*EXERCISE DETAILS:* Give the listing again, word for word, and let no picture into it.

*TASK INPUTS:*
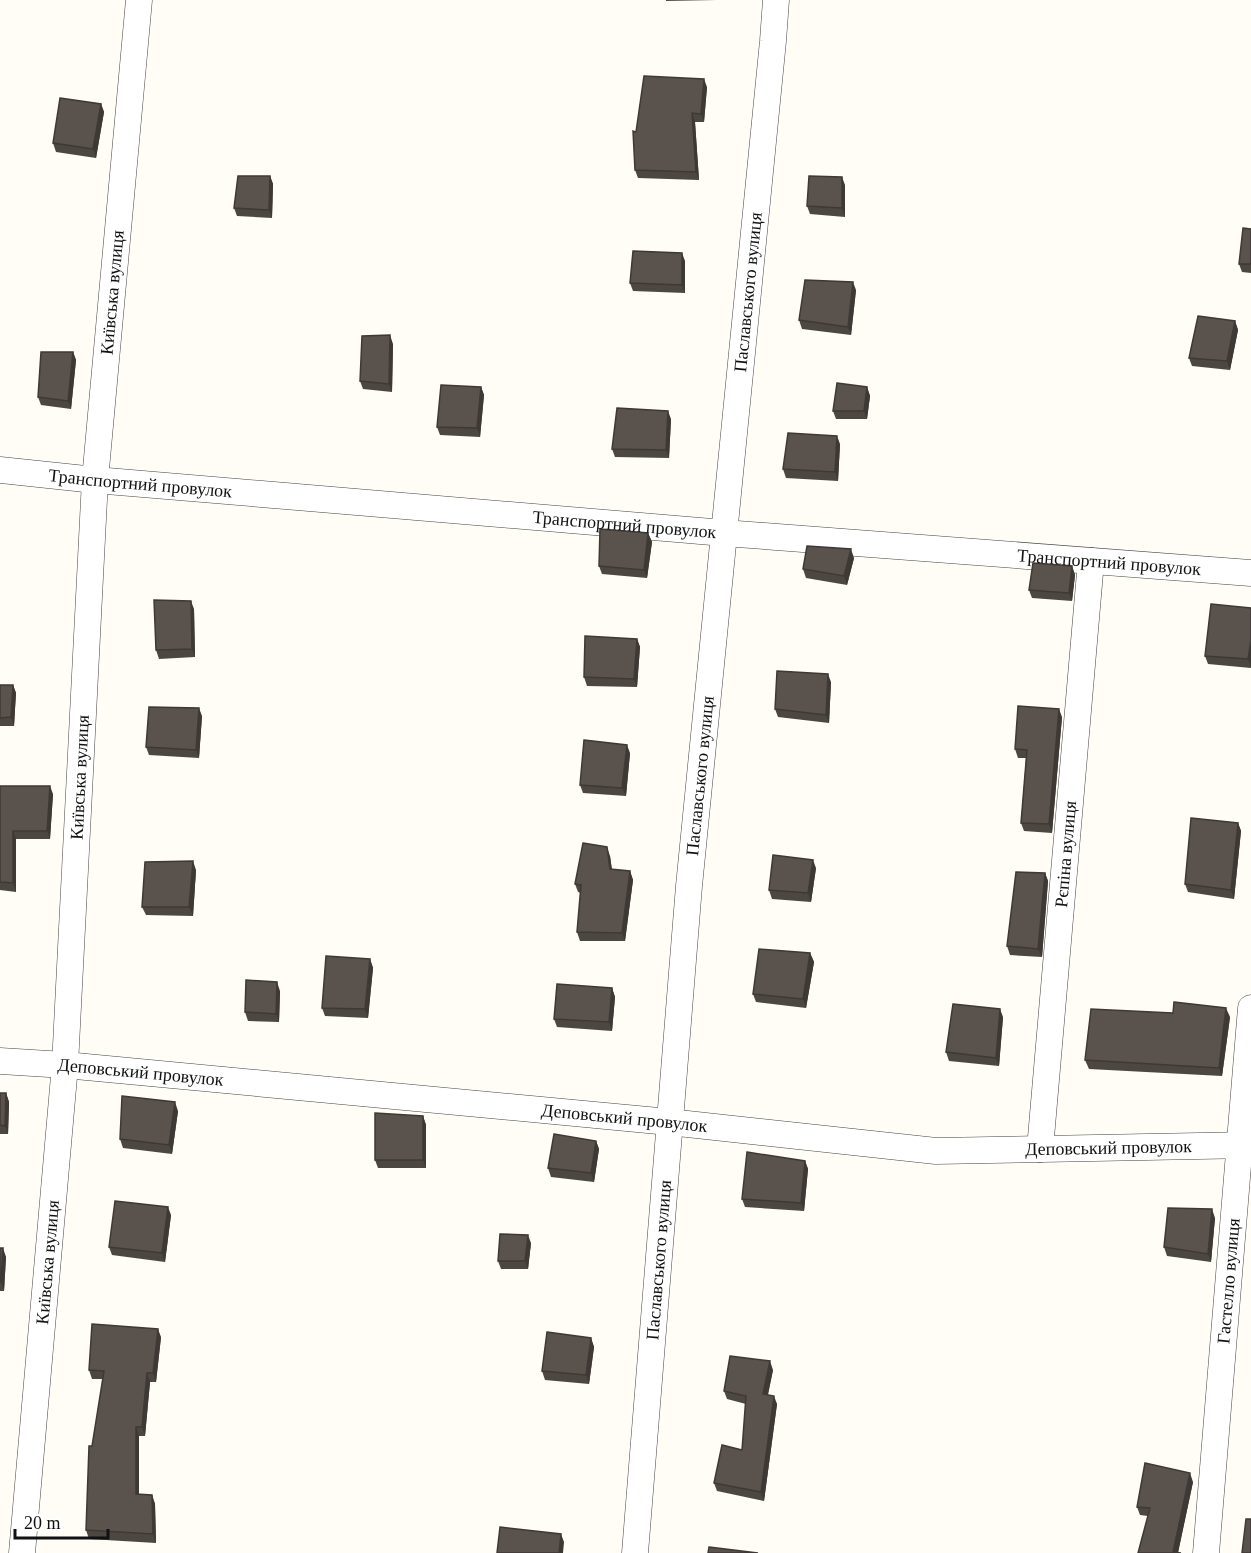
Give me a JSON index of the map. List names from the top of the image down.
{
  "streets": {
    "street": [
      "Київська вулиця",
      "Паславського вулиця",
      "Транспортний провулок",
      "Рєпіна вулиця",
      "Деповський провулок",
      "Гастелло вулиця"
    ]
  },
  "crossings": [
    ["Київська вулиця", "Транспортний провулок"],
    ["Київська вулиця", "Деповський провулок"],
    ["Паславського вулиця", "Транспортний провулок"],
    ["Паславського вулиця", "Деповський провулок"],
    ["Транспортний провулок", "Рєпіна вулиця"],
    ["Рєпіна вулиця", "Деповський провулок"],
    ["Деповський провулок", "Гастелло вулиця"]
  ],
  "scale_bar": "20 m"
}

*RESPONSE:*
Give me a JSON index of the map. List names from the top of the image down.
{
  "streets": {
    "street": [
      "Київська вулиця",
      "Паславського вулиця",
      "Транспортний провулок",
      "Рєпіна вулиця",
      "Деповський провулок",
      "Гастелло вулиця"
    ]
  },
  "crossings": [
    ["Київська вулиця", "Транспортний провулок"],
    ["Київська вулиця", "Деповський провулок"],
    ["Паславського вулиця", "Транспортний провулок"],
    ["Паславського вулиця", "Деповський провулок"],
    ["Транспортний провулок", "Рєпіна вулиця"],
    ["Рєпіна вулиця", "Деповський провулок"],
    ["Деповський провулок", "Гастелло вулиця"]
  ],
  "scale_bar": "20 m"
}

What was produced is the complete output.